Dataset entries:
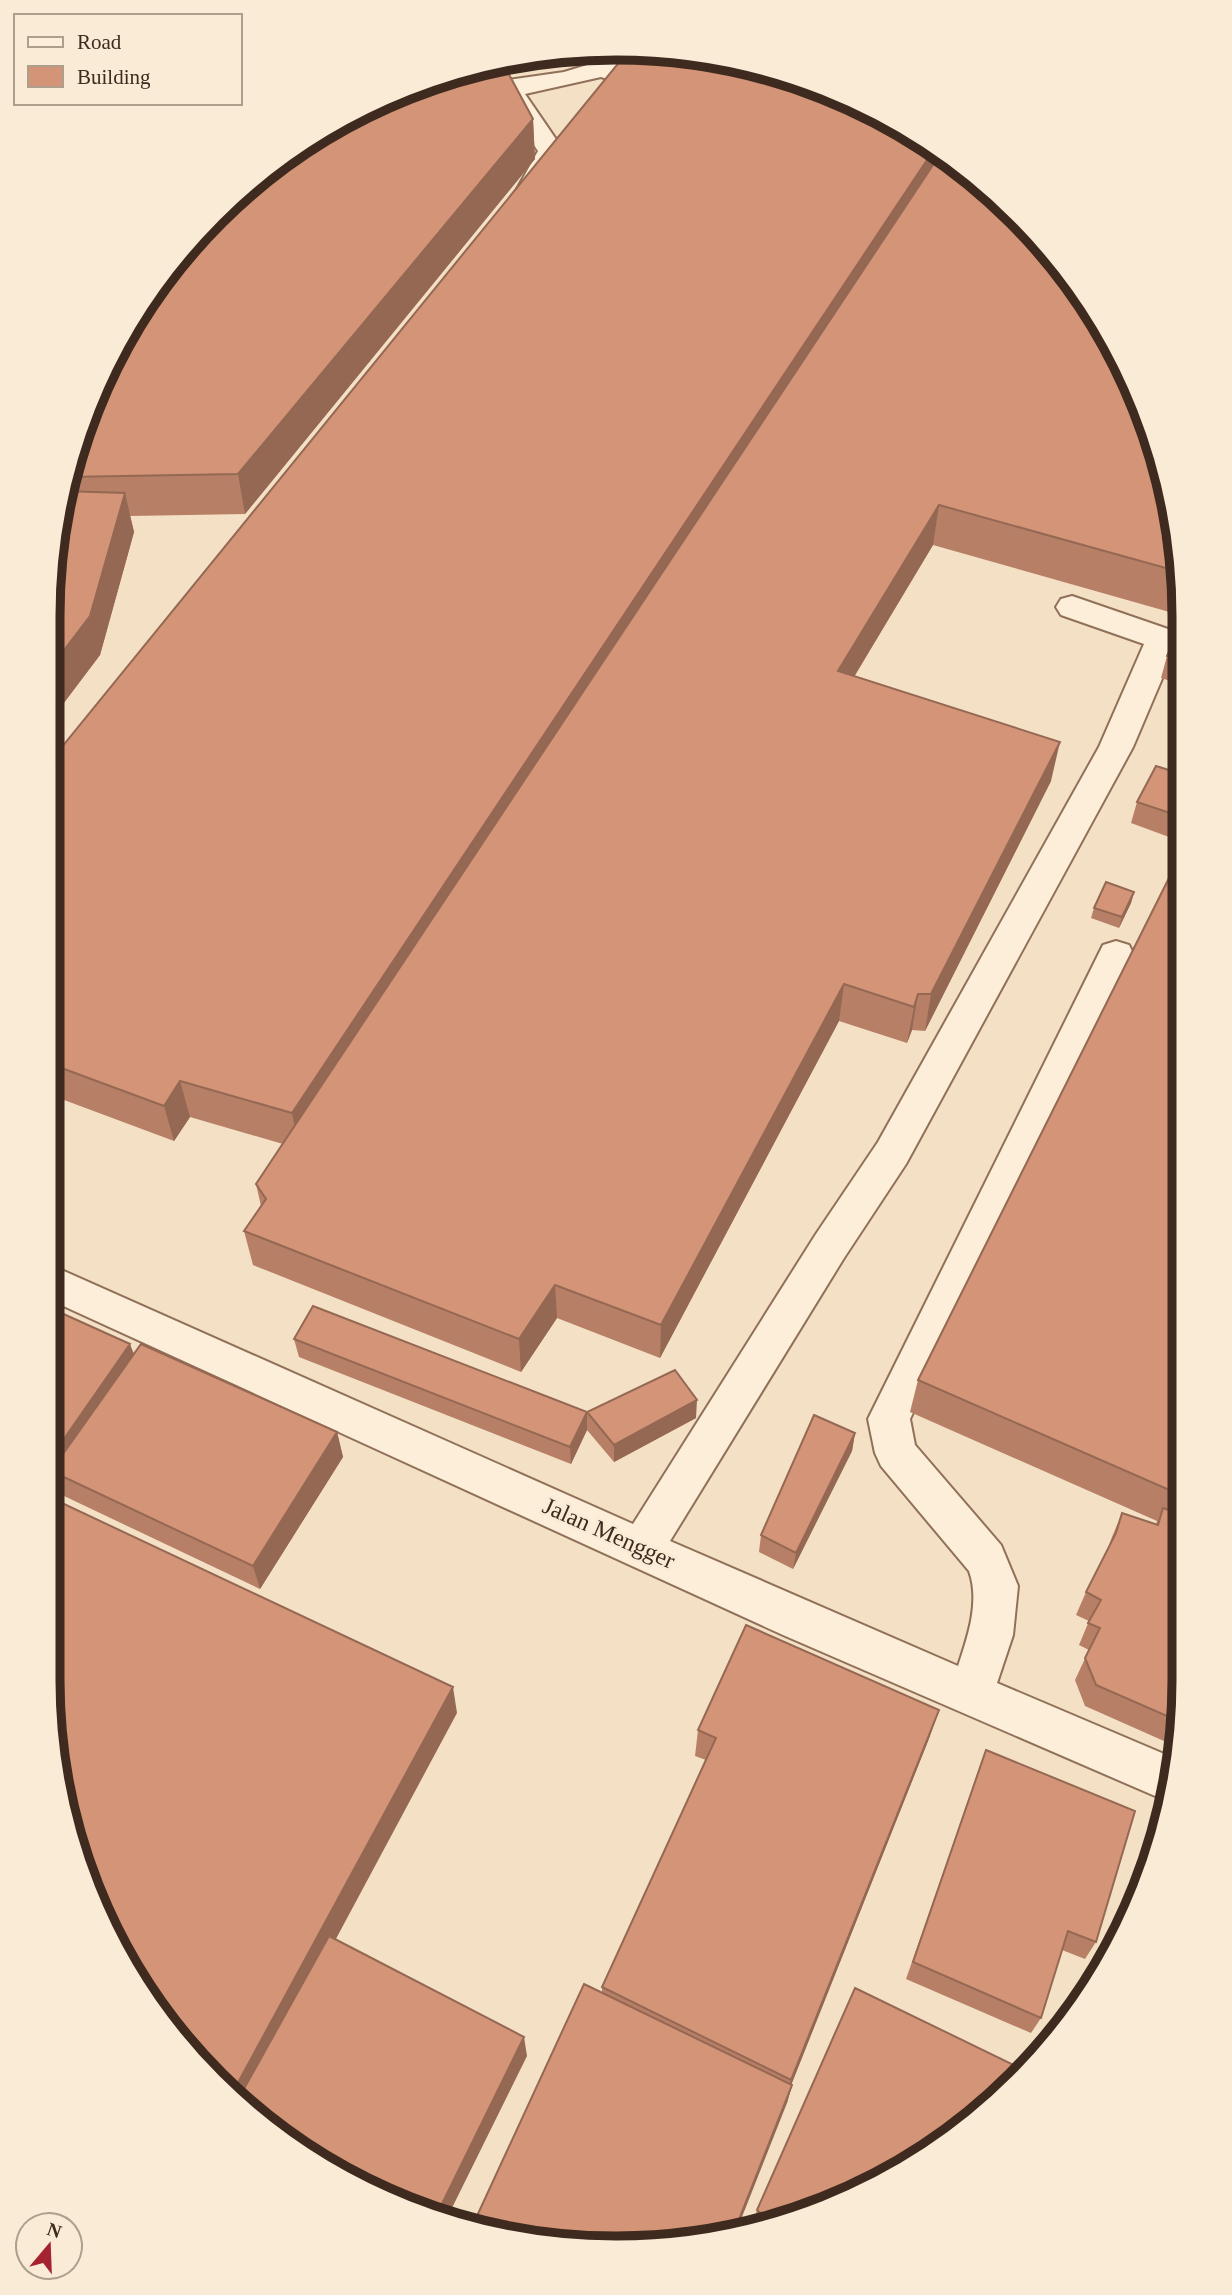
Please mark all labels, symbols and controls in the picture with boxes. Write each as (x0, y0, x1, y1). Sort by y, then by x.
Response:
legend (14, 14, 242, 105)
text: Road (77, 30, 122, 54)
text: Building (77, 65, 151, 89)
street label: Jalan Mengger (539, 1492, 679, 1574)
north arrow (14, 2211, 84, 2281)
text: N (44, 2218, 65, 2243)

EXERCISE GOAL:
Give the entries again exactly, but skip every image.

EXERCISE SOLUTION:
Please mark all labels, symbols and controls in the picture with boxes. Write each as (x0, y0, x1, y1). Sort by y, then by x.
Response:
legend (14, 14, 242, 105)
text: Road (77, 30, 122, 54)
text: Building (77, 65, 151, 89)
street label: Jalan Mengger (539, 1492, 679, 1574)
north arrow (14, 2211, 84, 2281)
text: N (44, 2218, 65, 2243)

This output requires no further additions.